NEWTON, Mississippi (Christian Examiner) – A Wisconsin-based atheist group has filed a complaint with a Mississippi school district over the public baptism of a football player by his coach.
The Freedom from Religion Foundation sent the complaint to Newton, Mississippi, School District Superintendent Virginia Young Oct. 13 calling the coach to account for what it said is promoting religion in front of the team.
According to the Clarion Ledger, Newton High School Coach Ryan Smith baptized senior Garrick Alford before dozens of members of the football team in September after Alford approached the coach, who is a Christian, and told him he wanted to be saved.
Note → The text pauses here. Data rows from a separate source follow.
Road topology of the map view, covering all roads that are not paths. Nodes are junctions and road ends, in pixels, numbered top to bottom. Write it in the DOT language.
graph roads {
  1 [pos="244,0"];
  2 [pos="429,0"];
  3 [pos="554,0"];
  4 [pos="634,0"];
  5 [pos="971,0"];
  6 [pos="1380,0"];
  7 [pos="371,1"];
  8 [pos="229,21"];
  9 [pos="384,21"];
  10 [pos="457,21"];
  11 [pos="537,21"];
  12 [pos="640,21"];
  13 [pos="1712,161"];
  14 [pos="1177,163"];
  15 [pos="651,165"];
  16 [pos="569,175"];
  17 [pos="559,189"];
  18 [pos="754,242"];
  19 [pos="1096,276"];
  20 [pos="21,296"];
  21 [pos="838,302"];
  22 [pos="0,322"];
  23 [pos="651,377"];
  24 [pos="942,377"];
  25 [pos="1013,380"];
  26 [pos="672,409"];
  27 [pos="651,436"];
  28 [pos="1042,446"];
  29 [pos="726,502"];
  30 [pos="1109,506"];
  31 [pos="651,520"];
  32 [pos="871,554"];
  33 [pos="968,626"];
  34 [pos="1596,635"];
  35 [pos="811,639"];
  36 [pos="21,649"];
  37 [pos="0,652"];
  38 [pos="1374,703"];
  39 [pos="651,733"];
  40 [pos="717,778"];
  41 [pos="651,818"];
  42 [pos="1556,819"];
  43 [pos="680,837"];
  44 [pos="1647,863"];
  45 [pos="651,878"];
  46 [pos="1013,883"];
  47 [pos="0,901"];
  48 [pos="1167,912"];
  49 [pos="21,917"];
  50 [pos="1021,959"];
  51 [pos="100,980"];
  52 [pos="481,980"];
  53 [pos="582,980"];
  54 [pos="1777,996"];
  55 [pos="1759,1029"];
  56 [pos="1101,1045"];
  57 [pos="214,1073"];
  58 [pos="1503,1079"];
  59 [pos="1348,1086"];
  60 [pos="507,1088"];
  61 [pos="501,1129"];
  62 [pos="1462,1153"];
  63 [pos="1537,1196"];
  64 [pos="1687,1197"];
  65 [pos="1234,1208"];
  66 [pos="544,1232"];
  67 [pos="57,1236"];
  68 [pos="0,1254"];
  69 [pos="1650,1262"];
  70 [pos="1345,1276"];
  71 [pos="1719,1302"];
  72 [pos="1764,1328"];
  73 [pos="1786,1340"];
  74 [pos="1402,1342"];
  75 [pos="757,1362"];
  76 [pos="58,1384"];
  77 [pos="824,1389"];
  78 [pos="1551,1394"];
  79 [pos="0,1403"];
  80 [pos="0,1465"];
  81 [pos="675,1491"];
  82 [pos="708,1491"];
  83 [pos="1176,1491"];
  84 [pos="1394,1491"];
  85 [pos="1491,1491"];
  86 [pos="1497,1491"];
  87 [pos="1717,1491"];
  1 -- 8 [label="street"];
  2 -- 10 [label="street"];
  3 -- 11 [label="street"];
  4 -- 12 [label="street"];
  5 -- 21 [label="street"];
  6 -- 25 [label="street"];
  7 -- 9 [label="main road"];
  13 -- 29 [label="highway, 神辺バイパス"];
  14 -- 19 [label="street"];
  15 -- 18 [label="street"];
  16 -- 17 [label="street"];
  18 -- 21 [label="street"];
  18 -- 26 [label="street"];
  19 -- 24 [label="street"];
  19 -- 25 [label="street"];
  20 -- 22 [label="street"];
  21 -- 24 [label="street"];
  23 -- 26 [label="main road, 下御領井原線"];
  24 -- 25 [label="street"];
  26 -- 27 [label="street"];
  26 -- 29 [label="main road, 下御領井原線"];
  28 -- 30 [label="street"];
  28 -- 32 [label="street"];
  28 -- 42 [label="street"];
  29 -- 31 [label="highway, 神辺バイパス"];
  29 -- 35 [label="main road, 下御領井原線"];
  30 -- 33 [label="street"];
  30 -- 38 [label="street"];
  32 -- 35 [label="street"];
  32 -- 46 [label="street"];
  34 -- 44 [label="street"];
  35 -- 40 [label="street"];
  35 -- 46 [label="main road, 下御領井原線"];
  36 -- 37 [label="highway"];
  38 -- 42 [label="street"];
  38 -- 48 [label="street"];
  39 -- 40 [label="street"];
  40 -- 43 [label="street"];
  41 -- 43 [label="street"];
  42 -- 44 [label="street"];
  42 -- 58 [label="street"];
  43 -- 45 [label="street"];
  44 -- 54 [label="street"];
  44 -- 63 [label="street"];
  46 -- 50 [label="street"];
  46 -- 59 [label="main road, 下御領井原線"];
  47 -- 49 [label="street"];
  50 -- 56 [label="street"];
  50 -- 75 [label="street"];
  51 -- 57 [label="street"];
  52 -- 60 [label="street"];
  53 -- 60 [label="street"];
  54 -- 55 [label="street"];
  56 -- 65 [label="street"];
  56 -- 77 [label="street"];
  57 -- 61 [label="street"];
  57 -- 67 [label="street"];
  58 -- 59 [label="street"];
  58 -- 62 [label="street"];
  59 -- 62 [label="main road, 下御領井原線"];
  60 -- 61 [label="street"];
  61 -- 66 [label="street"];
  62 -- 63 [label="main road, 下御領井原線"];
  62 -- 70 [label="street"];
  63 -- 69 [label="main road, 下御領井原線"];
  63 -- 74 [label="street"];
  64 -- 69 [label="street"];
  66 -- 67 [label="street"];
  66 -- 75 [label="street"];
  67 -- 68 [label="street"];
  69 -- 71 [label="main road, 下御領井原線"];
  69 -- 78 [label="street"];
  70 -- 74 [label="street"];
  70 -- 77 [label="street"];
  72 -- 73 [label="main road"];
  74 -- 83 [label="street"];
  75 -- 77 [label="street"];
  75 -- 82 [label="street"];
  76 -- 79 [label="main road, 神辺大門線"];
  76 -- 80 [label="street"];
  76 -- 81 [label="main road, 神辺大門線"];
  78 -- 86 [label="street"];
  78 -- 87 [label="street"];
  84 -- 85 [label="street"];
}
Smith reportedly counseled Alford for several weeks before holding the baptism, but it is primarily what Smith said at the baptism that has the atheist group fired up. He told the players God was encouraging him to reach the players with the message of the Gospel. He said accepting Christ is "a decision a man is supposed to make."
We appreciate that Coach Smith wants his players to grow as young men in addition to progressing as athletes. But Smith can instill all the secular values he mentioned in his sermon – values like personal responsibility, family, leadership, and teamwork – without promoting his personal religious beliefs. Indeed, if he wants to continue having access to students as a representative of the school district, he must keep his personal religious beliefs to himself.
The Sept. 21 baptism was captured on video and posted to Facebook. It had been viewed more than 243,00 times by Oct. 28, and shared 2,416 times.
FFRF's Staff Attorney Sam Grover wrote in the letter to the district that laws prohibiting coaches from offering religious instruction to players or organizing religious activities in school are "well settled." He said the baptism was "illegal."
"When a school's football coach organizes and leads a baptism with his players, students on the team will perceive the religious ritual to be unequivocally endorsed by their school. The appearance of school sponsorship of a religious message violates the Establishment of the First Amendment," Grover wrote.
According to the atheist group, the baptism gives the impression the coach and coaching staff "value Christian players above players who practice a minority religion and no religion at all."
"We appreciate that Coach Smith wants his players to grow as young men in addition to progressing as athletes. But Smith can instill all the secular values he mentioned in his sermon – values like personal responsibility, family, leadership, and teamwork – without promoting his personal religious beliefs. Indeed, if he wants to continue having access to students as a representative of the school district, he must keep his personal religious beliefs to himself."
FFRF's Co-President Dan Barker said the coach was practicing "pray to play."
"Coaches who can't control their proselytizing impulses should not be employed by public schools," said Barker, whose organization hinted that educating the coach on the law may not help the school avoid legal trouble.
The school district's attorney, Robert Logan, told FFRF Oct. 26 that the issue had been addressed and that Young had met with Coach Smith.
"The district does not expect that its faculty or staff will promote their personal religious beliefs to students in the future," FFRF said in an update to their news release about the issue.
But the controversy may not be over, primarily because FFRF misrepresented the facts of the case, according to Mike Hurst, director of the Mississippi Justice Institute (MJI).
On Oct. 27, Hurst issued a statement offering support for the district and its employees while they are facing a threat from an "out-of-state group made up of atheists, agnostics and skeptics."
"The Newton Municipal School District has nothing to do with Coach Smith's private religious beliefs or activities. This lawsuit threatens action against this school unless it actively intervenes in the religious practice of its employees. The FFRF's demand rejects religious tolerance, rejects religious accommodation and seeks to create a system where the government can dictate to its employees how, where and with whom that privately practice their religion," Hurst said in the organization's statement.
In another letter directly to Superintendent Young, Hurst said Coach Smith had done nothing wrong in practicing his religious belief and there was no constitutional violation because the act of baptism was conducted outside of school hours, after the coach's official duties were concluded for the day, on private property, and with "other individuals wishing to express their own privately-held religious beliefs."
Hurst said the coach did not request that the other players attend the baptism. Those facts were confirmed by Superintendent Young in a statement of her own.